We are running a project for an application with around 150 beta users that we are wishing to migrate to RTC.

Currently, every user is allowed to anonymously submit defects (using Trac). I see two issues if we want to map this to the RTC world, and I would appreciate if someone could share their perspective on this.

1. The smaller issue is that we would have to manually create and maintain user accounts with contributor licenses for each of the beta users. That's a bit inconvenient for us, but not impossible since we know our beta users - so it actually might be a bigger problem for applications that are publicly available.

2. The bigger issue from my POV is that, as far as I understood, every contributor in RTC has complete read access to the whole repository. Browsing the enhancement requests I found out that there are plans for 2.0 to control read access on a per-project-area level.
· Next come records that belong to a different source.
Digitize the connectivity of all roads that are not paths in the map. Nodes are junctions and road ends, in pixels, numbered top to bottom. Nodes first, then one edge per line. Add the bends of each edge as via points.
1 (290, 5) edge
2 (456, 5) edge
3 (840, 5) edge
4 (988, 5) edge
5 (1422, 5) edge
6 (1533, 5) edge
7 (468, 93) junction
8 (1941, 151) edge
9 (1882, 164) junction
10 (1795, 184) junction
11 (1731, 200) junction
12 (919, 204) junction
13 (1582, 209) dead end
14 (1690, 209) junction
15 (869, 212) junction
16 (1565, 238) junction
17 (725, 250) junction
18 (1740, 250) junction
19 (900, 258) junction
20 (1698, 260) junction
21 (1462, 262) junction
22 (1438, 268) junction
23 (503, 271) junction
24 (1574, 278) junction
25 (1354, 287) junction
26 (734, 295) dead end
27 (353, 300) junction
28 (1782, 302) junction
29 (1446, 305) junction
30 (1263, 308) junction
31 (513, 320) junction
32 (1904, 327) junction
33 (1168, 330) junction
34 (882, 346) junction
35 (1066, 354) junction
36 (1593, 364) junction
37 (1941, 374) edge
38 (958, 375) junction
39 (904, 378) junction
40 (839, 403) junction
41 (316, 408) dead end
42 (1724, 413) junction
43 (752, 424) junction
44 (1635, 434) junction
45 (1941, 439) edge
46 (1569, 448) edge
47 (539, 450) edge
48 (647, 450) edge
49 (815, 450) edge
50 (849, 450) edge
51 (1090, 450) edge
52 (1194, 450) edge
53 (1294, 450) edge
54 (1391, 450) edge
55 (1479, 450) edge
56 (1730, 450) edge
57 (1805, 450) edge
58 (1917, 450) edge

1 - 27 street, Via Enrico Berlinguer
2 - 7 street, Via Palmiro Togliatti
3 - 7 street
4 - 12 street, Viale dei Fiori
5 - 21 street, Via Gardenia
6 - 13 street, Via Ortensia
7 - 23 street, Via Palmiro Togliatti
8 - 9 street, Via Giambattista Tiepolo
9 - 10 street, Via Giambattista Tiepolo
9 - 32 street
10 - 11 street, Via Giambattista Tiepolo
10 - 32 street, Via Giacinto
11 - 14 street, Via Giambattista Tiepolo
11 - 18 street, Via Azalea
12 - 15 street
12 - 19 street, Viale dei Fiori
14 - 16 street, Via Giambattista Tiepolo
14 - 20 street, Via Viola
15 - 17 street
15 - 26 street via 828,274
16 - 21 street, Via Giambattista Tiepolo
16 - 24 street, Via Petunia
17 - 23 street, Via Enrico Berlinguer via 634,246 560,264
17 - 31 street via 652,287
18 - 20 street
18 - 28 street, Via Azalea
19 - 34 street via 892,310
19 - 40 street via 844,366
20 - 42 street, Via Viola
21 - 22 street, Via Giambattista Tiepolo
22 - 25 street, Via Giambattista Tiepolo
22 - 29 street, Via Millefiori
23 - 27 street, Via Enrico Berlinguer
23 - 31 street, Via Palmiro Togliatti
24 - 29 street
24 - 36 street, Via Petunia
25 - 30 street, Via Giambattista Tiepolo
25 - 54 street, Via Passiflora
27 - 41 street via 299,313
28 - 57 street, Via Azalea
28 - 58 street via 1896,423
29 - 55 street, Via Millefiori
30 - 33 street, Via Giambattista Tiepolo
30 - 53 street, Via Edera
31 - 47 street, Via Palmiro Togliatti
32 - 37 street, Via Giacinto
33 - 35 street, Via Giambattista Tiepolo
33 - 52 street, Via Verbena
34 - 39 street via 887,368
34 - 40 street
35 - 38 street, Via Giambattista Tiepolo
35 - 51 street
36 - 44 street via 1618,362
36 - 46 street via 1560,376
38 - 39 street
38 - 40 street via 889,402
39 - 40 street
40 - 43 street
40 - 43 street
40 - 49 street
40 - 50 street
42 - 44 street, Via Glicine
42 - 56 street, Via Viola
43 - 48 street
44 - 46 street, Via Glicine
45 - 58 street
While I think this is absolutely essential, I don't believe it goes far enough, and I'm not completely sure whether this will be covered by the planned enhancements: we want our users to submit defects, but we definitely don't want to grant them read access to the dashboard, iteration plans and especially not the SCM of our project.

The consequence for us is that we must probably keep our users out of RTC, keep Trac in place for user-submitted defects, and introduce (i.e. develop) a semi- or full-automatic replication mechanism between Trac and RTC. If RTC wasn't such an amazing piece of software, we'd probably stop migration considerations at this point.